Activity:
Only a number is wanted here: the count of lines in the entries below that include the word "text".

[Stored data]
■ ■ ■ ■
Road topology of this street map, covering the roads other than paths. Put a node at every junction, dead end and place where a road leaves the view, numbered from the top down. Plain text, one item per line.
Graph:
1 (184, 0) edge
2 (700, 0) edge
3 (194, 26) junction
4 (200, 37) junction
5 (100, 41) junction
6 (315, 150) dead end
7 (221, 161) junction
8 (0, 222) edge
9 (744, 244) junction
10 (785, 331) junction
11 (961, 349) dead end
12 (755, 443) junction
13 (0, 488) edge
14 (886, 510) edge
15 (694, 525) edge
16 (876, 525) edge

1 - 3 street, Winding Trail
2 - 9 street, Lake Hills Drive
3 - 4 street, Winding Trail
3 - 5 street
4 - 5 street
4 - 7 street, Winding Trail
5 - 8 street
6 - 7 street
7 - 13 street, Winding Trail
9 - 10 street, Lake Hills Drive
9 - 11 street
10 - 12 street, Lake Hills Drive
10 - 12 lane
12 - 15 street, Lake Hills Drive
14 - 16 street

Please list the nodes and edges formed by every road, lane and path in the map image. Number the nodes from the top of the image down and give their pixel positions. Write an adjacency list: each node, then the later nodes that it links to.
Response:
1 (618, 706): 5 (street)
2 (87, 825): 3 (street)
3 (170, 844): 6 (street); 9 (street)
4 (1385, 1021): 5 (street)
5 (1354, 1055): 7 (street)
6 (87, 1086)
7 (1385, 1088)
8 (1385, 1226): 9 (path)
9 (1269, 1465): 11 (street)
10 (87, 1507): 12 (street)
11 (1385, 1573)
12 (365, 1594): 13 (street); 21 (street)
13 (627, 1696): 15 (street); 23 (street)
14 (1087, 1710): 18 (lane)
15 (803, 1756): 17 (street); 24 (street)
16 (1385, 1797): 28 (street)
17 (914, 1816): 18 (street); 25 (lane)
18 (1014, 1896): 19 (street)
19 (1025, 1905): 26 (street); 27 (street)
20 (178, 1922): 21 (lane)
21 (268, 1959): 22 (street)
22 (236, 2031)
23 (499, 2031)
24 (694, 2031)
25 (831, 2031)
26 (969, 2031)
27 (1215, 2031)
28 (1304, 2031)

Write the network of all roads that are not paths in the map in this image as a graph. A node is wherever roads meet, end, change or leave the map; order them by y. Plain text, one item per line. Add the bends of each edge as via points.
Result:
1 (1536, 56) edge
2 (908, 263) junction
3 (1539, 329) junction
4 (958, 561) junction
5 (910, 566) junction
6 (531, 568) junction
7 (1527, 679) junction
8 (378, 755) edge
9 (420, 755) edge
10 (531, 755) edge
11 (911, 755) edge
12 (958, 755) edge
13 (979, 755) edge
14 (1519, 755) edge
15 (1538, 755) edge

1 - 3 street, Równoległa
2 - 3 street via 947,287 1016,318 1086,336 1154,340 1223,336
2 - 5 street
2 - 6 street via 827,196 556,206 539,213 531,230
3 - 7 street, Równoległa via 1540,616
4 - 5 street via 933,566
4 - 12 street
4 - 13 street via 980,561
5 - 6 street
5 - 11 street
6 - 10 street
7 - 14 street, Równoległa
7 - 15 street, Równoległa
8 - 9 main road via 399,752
■ ■ ■ ■
Worked solution:
2